I was bored the other day and Daryl was wondering if 2003 was a prime number, so I decided to write a prime number finder. Good times. Here's the result of that: primes.c
#include <stdio.h>
#include <math.h>
#include <stdlib.h>
#include <vector>
using namespace std;
vector<int> primes;
bool IsPrime(int i)
{
// Check for divisibility by 2
if ( i & 0x01 == 0 && i != 2 )
return false;
int maxTestVal = (int)sqrt(i);
for( vector<int>::iterator itr = primes.begin(); itr != primes.end()
; ++itr )
{
if ( (*itr) > maxTestVal )
return true;
int t = ( i / (*itr) );
if ( t * (*itr) == i )
return false;
}
return true;
}
int main(int argc, char **argv)
{
if ( argc != 2 )
{
printf("Usage: primes <max-num>\n");
return -1;
}
int maxNum = atoi( argv[1] );
primes.reserve( (int)sqrt(maxNum) );
for( int i = 2; i <= maxNum; ++i )
{
if ( IsPrime(i) )
{
primes.push_back(i);
printf("%i\n", i);
}
}
return 0;
}
|
Now that wasn't very tough.. if an argument was supplied, the program finds all primes up to (and including) the argument.

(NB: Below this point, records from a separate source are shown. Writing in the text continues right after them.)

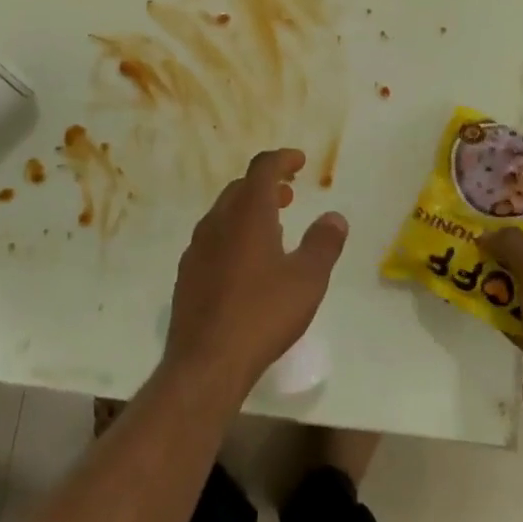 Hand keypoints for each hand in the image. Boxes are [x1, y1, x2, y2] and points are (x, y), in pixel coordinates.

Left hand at [164, 149, 348, 400]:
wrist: (205, 362)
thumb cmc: (262, 315)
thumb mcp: (307, 280)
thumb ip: (323, 244)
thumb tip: (335, 217)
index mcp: (247, 213)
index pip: (263, 168)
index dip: (282, 159)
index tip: (300, 161)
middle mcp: (218, 221)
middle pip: (241, 188)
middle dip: (267, 185)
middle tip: (290, 194)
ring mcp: (198, 246)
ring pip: (225, 212)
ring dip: (249, 210)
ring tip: (274, 228)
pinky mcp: (188, 272)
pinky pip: (214, 238)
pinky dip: (234, 234)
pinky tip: (247, 263)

You'll note that I didn't use the most naive algorithm. I only check for divisibility with the number in question and previous primes less than the number in question's square root. It worked well, but it seemed kinda of beefy at a total of 789 characters. Thus after much obfustication I got it down to a measely 273 characters. Compiles with a simple "g++" command. Since it's so short, I'll just show you the entire file: short_primes.c:
#include <vector>
#include <math.h>
#define I int
I main(I c,char**v){typedef std::vector<I> P;P p;for(I i=2;i<=(c==2?atoi(
v[1]):99);){for(P::iterator r=p.begin();r!=p.end()&&*r<=(I)sqrt(i);++r)if
(i/ *r**r==i)goto l;printf("%i\n",*p.insert(p.end(),i));l:++i;}return 0;}
|
I thought that was pretty good, but I knew I could get it shorter if I used the naive algorithm.. so after some more work I got it down to a puny 139 characters. However, to compile it I'd reccommend "gcc -std=c99 --no-warnings" due to some of the optimizations I made (like taking out the #include's). Here it is: short_primes_naive.c:
int main(int c,char**v){for(int i=2,j;i<=(c==
2?atoi(v[1]):99);){for(j=2;j<=i/2;++j)if(i/j*
j==i)goto l;printf("%i\n",i);l:++i;}return 0;}
|
There is one difference, between the two shorter programs and the original one. The shorter ones both default to listing the primes up to 99 if no argument is specified, whereas the original one displayed an error. Could have made the shorter versions shorter by not having the default value, but I like it. :)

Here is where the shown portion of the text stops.